I don't think that's very fair. You're taking a snapshot of growth over an arbitrary (and I stress
arbitrary) 6 month period which is meaningless.
The more appropriate comparison is taking the relative marketcaps. Those represents the relative values of the entire coin supply since birth, which for most of those coins is 4-5 years. The theory behind the split reward is that it should make Dash more valuable in relative terms (ie. have a larger marketcap than those competitors).
Instead it has made Dash LESS valuable.
We have to ask why the split reward has not worked in our favour and come up with some reasonable answer. My answer is not that it isn't effective, but that it's been pushed way beyond the point of diminishing returns. i.e. masternodes are receiving more of the mining reward than investors, but the adverse impact on capital growth offsets this so the net effect is a "negative" reward long term since we have to pay for the reward with a capital loss.

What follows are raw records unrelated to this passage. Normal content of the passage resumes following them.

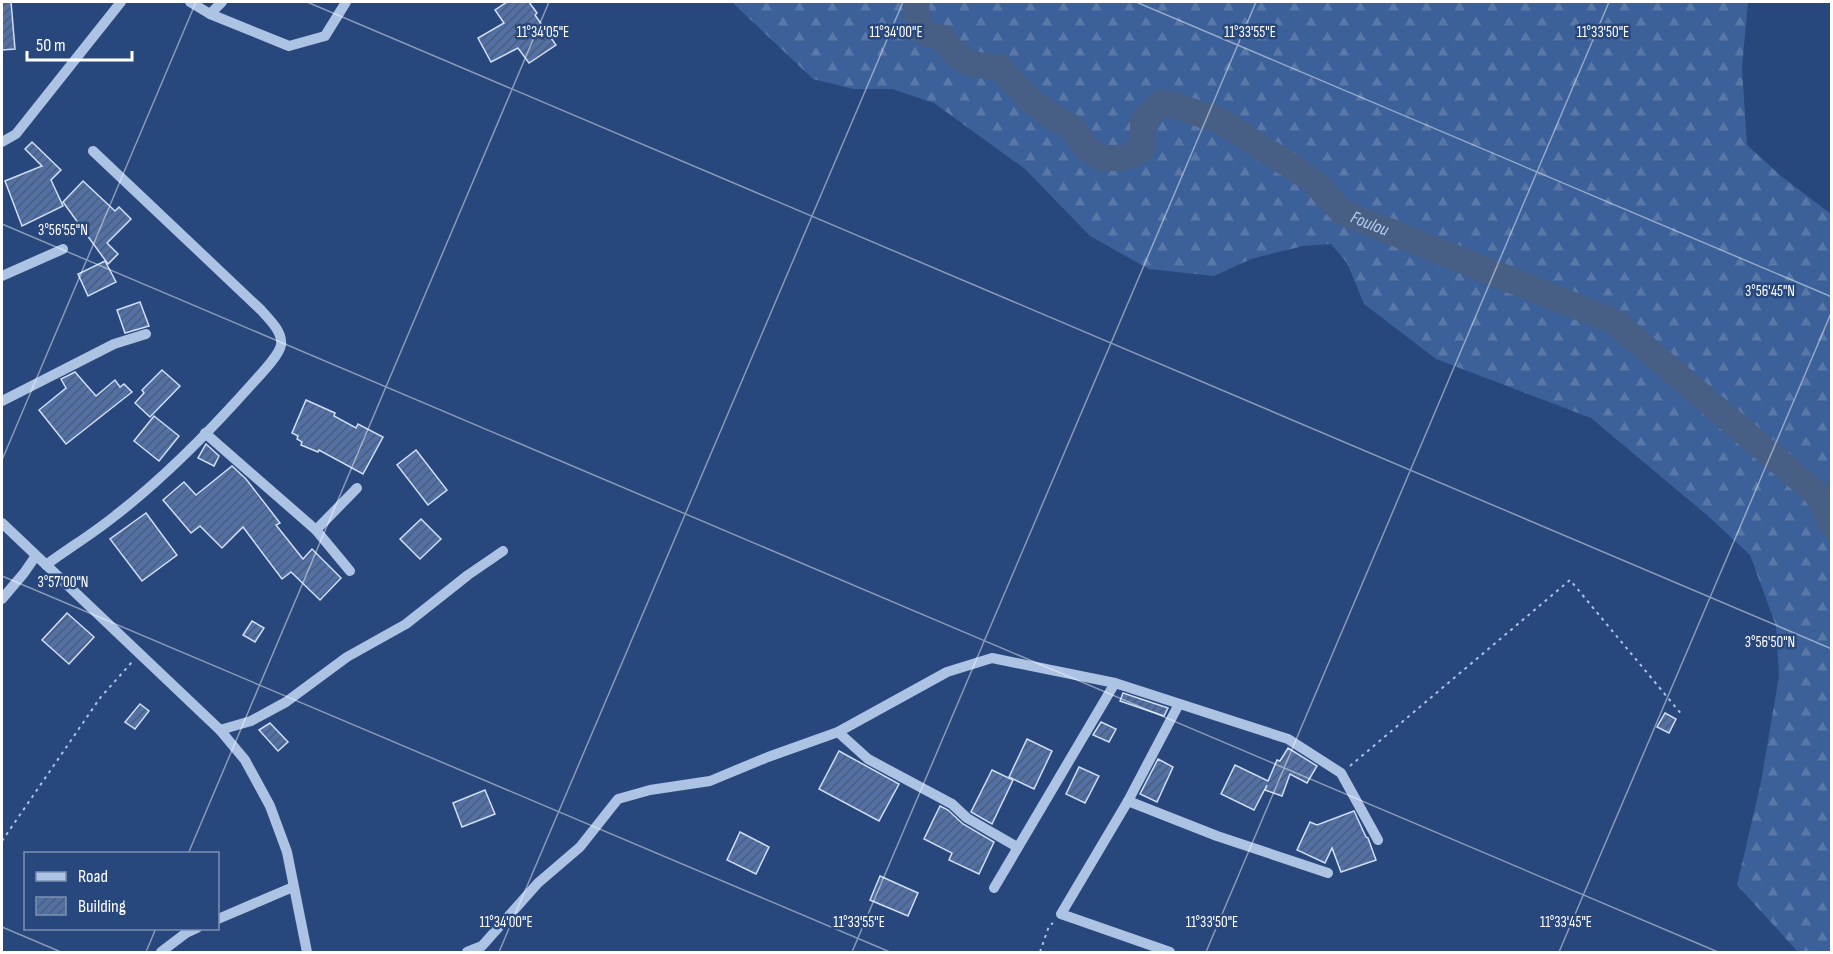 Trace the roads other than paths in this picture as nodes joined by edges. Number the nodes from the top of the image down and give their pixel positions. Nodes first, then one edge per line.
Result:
1 (121, 2) edge
2 (190, 2) edge
3 (222, 2) edge
4 (346, 2) edge
5 (210, 14) junction
6 (2, 142) edge
7 (93, 151) dead end
8 (63, 249) dead end
9 (2, 276) edge
10 (146, 334) dead end
11 (2, 401) edge
12 (205, 433) junction
13 (357, 488) dead end
14 (2, 523) edge
15 (316, 530) junction
16 (504, 550) dead end
17 (35, 557) junction
18 (46, 565) junction
19 (350, 571) dead end
20 (2, 599) edge
21 (1115, 683) junction
22 (1179, 704) junction
23 (220, 730) junction
24 (837, 732) junction
25 (1128, 801) junction
26 (1378, 840) dead end
27 (1017, 847) junction
28 (1328, 873) dead end
29 (293, 887) junction
30 (994, 888) dead end
31 (219, 919) edge
32 (193, 930) edge
33 (483, 949) edge
34 (161, 952) edge
35 (307, 952) edge
36 (467, 952) edge
37 (1170, 952) edge

1 - 6 street
2 - 5 street
3 - 5 street
4 - 5 street
7 - 12 street
8 - 9 street
10 - 11 street
12 - 15 street
12 - 18 street
13 - 15 street
14 - 17 street
15 - 19 street
16 - 23 street
17 - 18 street
17 - 20 street
18 - 23 street
21 - 22 street
21 - 24 street
21 - 27 street
22 - 25 street
22 - 26 street
23 - 29 street
24 - 27 street
24 - 33 street
25 - 28 street
25 - 37 street
27 - 30 street
29 - 31 street
29 - 35 street
32 - 34 street
33 - 36 street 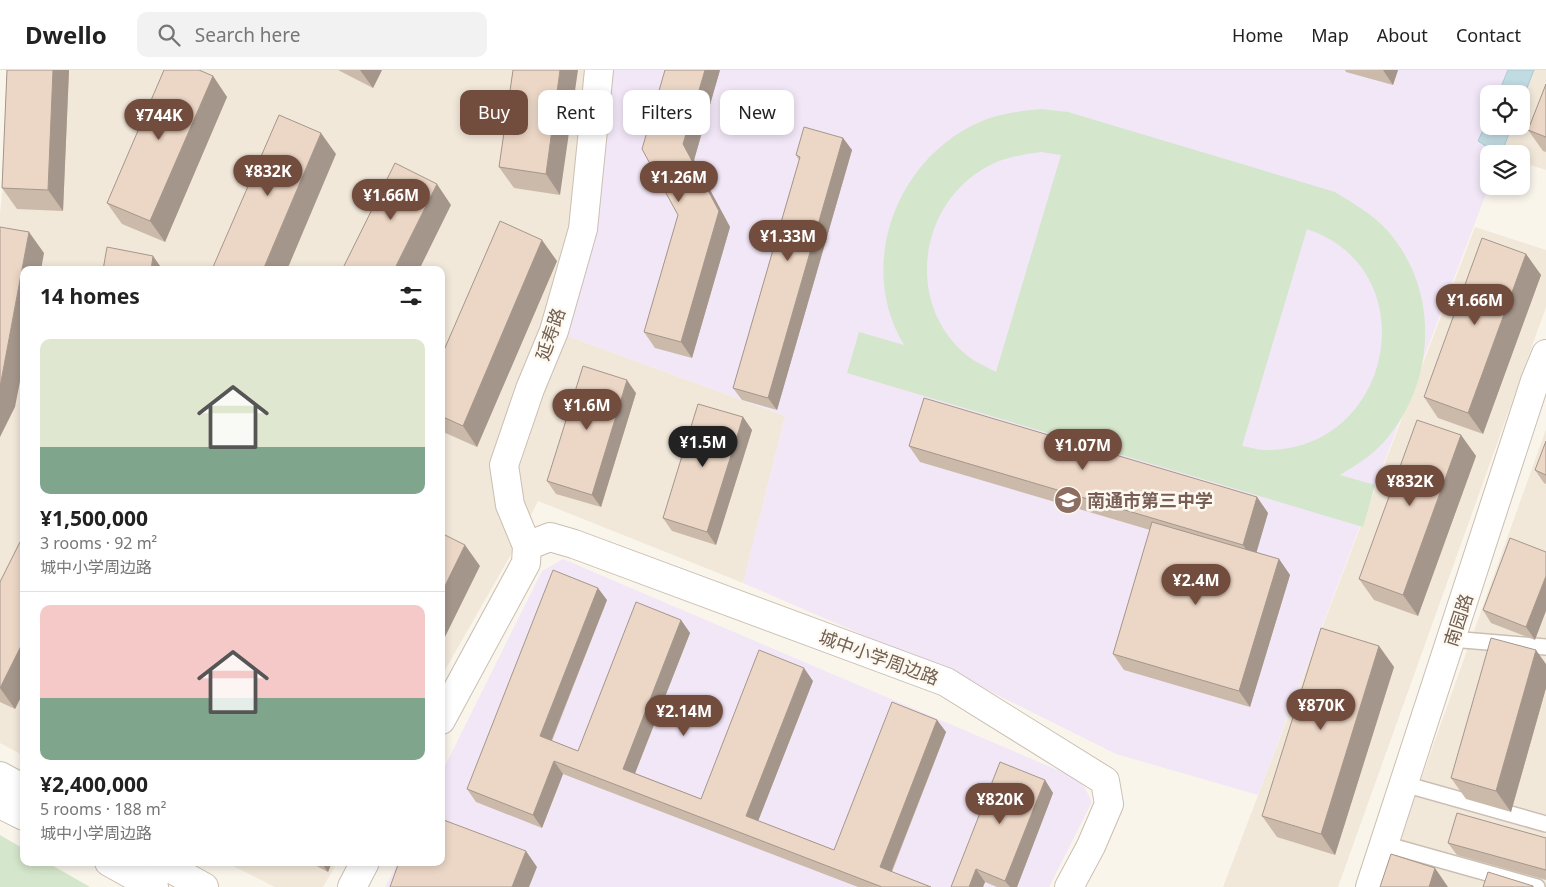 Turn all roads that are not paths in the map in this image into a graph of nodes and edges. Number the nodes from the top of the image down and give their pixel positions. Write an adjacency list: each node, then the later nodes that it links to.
1 (599, 70): 3 (street, 延寿路)
2 (1546, 354): 4 (street, 南园路)
3 (527, 546): 6 (street); 20 (street, 城中小学周边路)
4 (1451, 639): 5 (lane); 8 (street, 南园路)
5 (1546, 647)
6 (445, 713)
7 (0, 776): 9 (street)
8 (1404, 784): 12 (lane); 13 (street, 南园路)
9 (20, 787)
10 (0, 804): 11 (street)
11 (20, 814)
12 (1546, 824)
13 (1384, 844): 21 (street, 南园路); 22 (lane)
14 (116, 866): 17 (street)
15 (166, 866): 18 (street)
16 (363, 866): 19 (street)
17 (154, 887)
18 (204, 887)
19 (352, 887)
20 (1069, 887)
21 (1370, 887)
22 (1537, 887)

Doesn't mean there won't be periods when, due to the pumping of the entire crypto market, that doesn't hold true, but I'm talking:
A: long term effect
B: store of value performance relative to 100% mined coins
B is clearly not working. The way to fix it is to restore the mining reward by a massive margin. It isn't as if we have much to lose. We're not even in the top 20 anymore and are struggling to even attain $100 per coin valuation. The ratio against bitcoin has collapsed completely. It's not even a half of the ATH from 2014 - Dash's year of birth. So maybe people should stop resting on their laurels, believing in "pumps will save us" economic theory and start putting 2+2 together.